-------- MATERIAL FOR THIS TASK
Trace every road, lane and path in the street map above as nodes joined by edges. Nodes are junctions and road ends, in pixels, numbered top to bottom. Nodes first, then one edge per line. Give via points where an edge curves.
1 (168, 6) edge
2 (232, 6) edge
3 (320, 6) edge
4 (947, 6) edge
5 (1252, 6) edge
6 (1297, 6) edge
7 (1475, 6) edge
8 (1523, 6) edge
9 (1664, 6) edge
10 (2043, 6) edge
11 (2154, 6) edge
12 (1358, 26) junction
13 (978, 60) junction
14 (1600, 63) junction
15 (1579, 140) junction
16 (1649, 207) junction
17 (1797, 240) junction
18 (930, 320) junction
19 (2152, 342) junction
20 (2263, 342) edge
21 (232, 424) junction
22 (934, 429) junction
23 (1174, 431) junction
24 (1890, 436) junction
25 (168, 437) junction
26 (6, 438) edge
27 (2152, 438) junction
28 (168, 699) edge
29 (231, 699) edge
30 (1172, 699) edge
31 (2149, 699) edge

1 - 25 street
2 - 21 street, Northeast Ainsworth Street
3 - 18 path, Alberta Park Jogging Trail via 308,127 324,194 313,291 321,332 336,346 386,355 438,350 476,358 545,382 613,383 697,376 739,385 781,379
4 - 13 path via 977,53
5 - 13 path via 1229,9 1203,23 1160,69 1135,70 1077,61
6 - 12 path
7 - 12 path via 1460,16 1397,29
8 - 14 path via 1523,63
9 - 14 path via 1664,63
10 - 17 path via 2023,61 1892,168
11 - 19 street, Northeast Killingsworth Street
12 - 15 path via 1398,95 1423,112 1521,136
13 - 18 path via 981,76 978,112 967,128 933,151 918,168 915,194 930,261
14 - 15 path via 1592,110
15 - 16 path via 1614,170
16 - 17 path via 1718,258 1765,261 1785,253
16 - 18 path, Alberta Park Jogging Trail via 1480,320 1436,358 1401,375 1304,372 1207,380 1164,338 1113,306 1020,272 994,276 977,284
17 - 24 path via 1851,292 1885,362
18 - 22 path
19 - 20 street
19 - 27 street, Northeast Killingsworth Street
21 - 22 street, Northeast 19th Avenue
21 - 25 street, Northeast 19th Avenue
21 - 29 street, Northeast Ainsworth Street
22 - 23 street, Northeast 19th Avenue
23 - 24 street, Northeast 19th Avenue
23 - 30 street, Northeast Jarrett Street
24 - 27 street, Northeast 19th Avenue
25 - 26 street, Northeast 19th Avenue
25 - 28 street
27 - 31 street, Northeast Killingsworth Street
----------------
• TASK ITEM:
If a line holds the string "Park", it counts; please state how many such lines there are in the data, with nothing more.

• PROBLEM SOLUTION:
2